[[ THE DATA open ]]

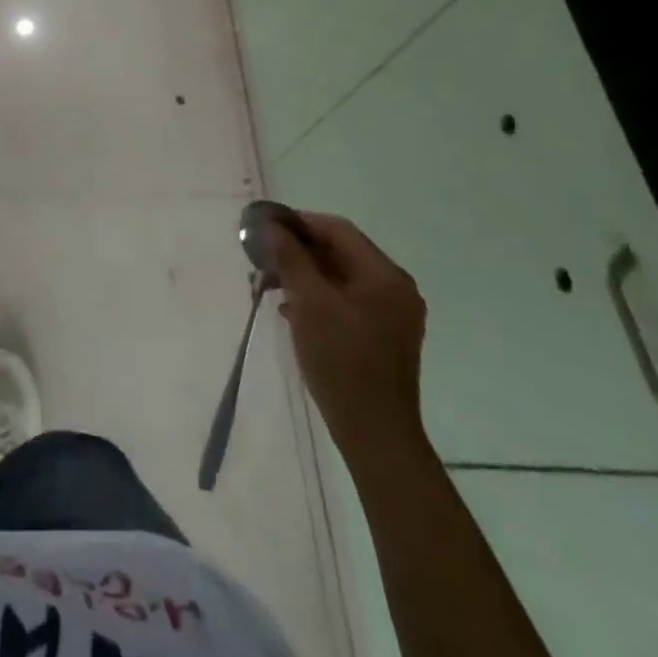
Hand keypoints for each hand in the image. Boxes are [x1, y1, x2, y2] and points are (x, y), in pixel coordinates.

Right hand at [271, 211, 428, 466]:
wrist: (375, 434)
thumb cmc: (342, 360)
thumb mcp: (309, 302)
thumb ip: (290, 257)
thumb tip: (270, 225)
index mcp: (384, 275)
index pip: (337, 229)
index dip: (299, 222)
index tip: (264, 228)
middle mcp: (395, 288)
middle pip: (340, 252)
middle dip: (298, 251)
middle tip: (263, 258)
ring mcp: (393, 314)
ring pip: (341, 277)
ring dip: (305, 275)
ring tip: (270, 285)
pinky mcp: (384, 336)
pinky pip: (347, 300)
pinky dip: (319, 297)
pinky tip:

[[ THE DATA closed ]]

All lines with the string "pinky" must be copied from the data.

pinky mcp: (384, 336)
pinky pip: (347, 300)
pinky dip: (319, 297)
pinky tip:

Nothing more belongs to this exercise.